Dataset 1 – Inventory Sets
id | Unique inventory ID for a specific LEGO box or set of bricks |
version | Version of the inventory (not used in our joins) |
set_num | LEGO set number that this inventory ID belongs to |
Purpose:
This dataset tells us which LEGO set each inventory ID refers to.
Example: Inventory ID 11148 belongs to set_num = 75911-1.
Dataset 2 – Sets
set_num | LEGO set number (primary key) |
name | Name of the LEGO set |
year | Year the set was released |
theme_id | Reference to the theme or collection the set belongs to |
Purpose:
This dataset provides the actual details of each LEGO set, including its name, release year, and the theme it belongs to (through theme_id).
Dataset 3 – Set Parts Info
model_num | Same as set_num — identifies the LEGO set |
num_parts | Total number of parts in the set |
Purpose:
This dataset tells us how many bricks or parts are in each LEGO set.
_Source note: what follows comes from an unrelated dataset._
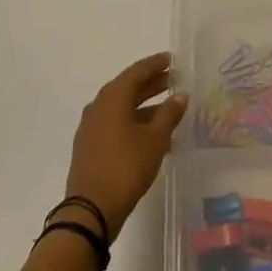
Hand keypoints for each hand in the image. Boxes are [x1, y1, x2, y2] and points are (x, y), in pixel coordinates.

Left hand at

We join it using set_num = model_num.
Dataset 4 – Themes
id | Unique identifier for the LEGO theme |
name | Name of the theme (e.g., "Star Wars", "Technic", "City") |
parent_id | Used for nested themes (not used here) |
Purpose:
This dataset gives us the theme name for each theme_id.
We use it to convert theme IDs into readable theme labels.
Summary of Data Flow
Start with Dataset 1 (inventory ID)
Join with Dataset 2 to get set details (name, year, theme ID)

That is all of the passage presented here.